Myth of holiday suicides

        Increased community awareness about depression is important because many people have misconceptions about depression and suicide, said Dr. Herbert Hendin, medical director of the American Foundation for Suicide Prevention.

        For example, many people, including many in the media, think the holiday season produces the highest numbers of suicides. But December actually has the lowest number of reported suicides of any month.

        About 30,000 people a year nationwide kill themselves, including 78 suicides reported in 1999 in Hamilton County. The highest months for suicide actually are June, July and April, according to the foundation.

        “There is such a thing as holiday blues. People become aware of lost family members or their lack of family relationships. But it appears that this kind of thing does not lead to suicide,” Dr. Hendin said. “The factors that lead to suicide are more complex.”

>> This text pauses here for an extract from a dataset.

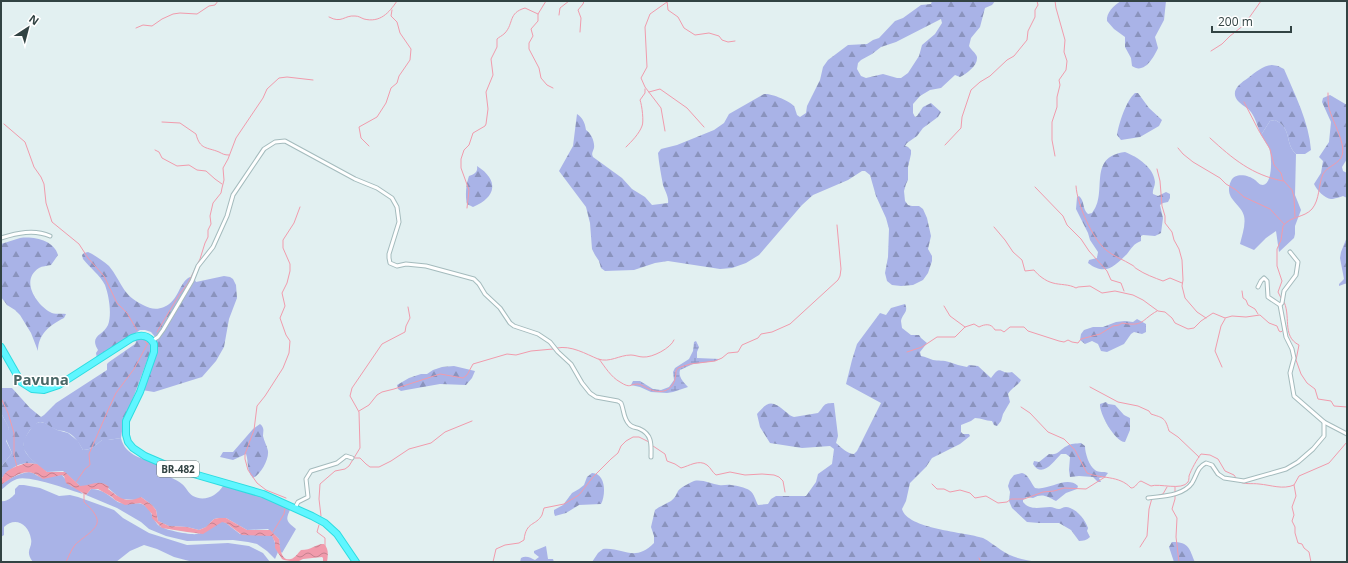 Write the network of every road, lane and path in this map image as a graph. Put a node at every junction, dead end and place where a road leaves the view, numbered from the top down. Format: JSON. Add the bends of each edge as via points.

        About 95 percent of people who commit suicide had a history of mental illness that was either diagnosed or was well known among family and friends. About two-thirds of those people had suffered from depression. Others had bipolar disorder, schizophrenia and other problems.

        “We think better treatment of depression will lead to a reduction in suicide rates,” Dr. Hendon said.

Screening gets easier

        Screening for depression has become increasingly simple. There are several standard questionnaires on the market. Several self-tests are offered on the Internet.

        The one used by the Cincinnati Health Network was modified from a popular form called the Prime-MD Patient Health Questionnaire, along with information from DSM-IV, a widely used manual of psychiatric illnesses.

        Regardless of test results, anyone who feels suicidal should call 911 or a community hot line.